TASK BRIEF: Out of the entries that follow, copy each line containing "highway".

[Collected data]
"""

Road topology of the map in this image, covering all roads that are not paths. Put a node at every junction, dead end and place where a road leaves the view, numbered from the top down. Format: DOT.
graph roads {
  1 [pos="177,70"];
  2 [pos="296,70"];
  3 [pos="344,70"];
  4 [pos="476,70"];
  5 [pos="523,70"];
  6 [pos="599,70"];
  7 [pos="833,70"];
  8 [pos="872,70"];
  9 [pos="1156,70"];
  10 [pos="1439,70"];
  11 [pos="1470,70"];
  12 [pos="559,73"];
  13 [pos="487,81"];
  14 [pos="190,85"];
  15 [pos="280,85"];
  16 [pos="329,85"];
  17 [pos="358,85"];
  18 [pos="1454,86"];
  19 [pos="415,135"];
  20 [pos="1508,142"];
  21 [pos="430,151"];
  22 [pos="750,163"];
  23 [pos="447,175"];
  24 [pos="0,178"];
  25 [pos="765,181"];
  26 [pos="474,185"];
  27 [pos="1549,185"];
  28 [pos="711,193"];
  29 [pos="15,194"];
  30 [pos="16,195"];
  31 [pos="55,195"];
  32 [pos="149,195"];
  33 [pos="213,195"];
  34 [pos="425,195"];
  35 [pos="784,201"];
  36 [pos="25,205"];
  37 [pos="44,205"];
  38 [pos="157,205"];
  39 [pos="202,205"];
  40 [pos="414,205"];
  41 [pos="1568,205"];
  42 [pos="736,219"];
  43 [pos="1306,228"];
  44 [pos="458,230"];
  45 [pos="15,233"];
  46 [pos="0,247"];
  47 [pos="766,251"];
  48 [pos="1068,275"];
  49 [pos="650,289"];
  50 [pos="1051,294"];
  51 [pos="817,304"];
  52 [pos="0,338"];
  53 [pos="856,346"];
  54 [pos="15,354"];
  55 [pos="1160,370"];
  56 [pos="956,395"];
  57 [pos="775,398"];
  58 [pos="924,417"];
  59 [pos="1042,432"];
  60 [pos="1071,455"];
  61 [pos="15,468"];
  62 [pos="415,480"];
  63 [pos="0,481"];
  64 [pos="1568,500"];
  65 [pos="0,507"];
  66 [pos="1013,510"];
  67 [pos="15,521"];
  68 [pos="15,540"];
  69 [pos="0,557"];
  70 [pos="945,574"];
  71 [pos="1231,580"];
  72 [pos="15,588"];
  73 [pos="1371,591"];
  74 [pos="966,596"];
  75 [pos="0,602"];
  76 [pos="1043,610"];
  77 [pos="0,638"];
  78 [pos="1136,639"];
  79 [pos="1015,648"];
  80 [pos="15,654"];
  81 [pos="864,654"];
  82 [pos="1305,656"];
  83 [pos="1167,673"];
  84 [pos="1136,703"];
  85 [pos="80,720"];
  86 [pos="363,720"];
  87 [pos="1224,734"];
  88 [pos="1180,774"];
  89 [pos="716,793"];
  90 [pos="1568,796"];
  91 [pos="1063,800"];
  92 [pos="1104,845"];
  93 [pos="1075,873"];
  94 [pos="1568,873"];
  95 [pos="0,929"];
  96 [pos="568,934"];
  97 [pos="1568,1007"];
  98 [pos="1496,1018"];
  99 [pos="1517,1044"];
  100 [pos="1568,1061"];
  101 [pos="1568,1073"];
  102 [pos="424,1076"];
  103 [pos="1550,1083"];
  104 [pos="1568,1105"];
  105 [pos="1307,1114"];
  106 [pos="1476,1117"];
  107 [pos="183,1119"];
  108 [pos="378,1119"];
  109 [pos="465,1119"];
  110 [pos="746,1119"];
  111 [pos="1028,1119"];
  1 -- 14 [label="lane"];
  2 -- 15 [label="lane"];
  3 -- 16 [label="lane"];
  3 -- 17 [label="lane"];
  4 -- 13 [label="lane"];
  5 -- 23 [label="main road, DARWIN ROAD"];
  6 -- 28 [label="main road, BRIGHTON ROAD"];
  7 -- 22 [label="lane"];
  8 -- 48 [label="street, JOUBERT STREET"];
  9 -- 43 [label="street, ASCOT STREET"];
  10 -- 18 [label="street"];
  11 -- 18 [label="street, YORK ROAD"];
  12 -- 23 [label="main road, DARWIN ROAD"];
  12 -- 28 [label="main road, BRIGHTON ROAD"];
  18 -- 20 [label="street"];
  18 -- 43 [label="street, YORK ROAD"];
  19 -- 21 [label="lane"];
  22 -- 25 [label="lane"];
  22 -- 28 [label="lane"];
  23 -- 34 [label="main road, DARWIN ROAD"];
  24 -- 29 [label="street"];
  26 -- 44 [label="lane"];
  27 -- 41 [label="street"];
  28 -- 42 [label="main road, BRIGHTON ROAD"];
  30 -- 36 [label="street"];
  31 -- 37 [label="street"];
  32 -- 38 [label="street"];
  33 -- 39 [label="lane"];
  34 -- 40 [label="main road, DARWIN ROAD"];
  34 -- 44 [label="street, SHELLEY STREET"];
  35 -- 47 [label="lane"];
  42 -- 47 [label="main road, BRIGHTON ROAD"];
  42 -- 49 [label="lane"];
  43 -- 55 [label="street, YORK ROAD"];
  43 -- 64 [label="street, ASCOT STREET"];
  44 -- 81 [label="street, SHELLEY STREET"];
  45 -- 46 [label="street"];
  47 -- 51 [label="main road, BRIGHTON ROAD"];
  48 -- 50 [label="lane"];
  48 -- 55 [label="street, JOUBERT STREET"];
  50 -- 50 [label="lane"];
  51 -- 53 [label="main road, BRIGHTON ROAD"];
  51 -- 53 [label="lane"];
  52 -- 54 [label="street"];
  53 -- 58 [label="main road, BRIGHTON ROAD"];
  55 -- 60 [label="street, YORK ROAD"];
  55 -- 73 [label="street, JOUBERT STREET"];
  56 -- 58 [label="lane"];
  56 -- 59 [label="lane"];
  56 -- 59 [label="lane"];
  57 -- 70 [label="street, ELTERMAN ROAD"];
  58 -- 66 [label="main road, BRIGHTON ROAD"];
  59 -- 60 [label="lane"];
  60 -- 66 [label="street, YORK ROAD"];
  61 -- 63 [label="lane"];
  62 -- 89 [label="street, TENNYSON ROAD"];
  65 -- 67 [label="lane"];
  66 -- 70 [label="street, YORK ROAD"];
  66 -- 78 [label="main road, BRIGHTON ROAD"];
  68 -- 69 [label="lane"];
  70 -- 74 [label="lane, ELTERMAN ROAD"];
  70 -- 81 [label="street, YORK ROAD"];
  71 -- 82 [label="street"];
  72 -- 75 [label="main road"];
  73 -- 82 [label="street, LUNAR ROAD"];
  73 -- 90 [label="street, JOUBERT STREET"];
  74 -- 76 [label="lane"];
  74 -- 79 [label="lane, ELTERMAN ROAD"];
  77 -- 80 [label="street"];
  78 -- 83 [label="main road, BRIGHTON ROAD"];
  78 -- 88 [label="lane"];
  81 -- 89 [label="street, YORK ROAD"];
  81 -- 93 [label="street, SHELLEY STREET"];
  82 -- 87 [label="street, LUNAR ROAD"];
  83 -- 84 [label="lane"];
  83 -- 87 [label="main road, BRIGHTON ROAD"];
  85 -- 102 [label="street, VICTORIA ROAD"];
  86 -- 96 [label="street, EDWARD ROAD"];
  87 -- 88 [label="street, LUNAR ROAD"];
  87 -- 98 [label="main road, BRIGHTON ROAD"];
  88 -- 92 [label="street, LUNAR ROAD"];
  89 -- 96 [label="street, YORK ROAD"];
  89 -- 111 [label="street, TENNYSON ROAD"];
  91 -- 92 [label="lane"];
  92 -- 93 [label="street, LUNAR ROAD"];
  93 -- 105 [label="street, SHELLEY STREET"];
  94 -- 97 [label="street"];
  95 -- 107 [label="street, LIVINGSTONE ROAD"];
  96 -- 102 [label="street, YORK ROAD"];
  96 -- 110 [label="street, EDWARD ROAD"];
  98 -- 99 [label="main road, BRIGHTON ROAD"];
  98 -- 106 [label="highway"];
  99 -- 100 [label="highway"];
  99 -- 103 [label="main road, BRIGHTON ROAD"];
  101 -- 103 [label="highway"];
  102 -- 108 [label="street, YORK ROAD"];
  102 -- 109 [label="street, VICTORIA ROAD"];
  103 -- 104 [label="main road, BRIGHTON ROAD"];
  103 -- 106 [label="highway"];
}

"""

OUTPUT BELOW:
  98 -- 106 [label="highway"];
  99 -- 100 [label="highway"];
  101 -- 103 [label="highway"];
  103 -- 106 [label="highway"];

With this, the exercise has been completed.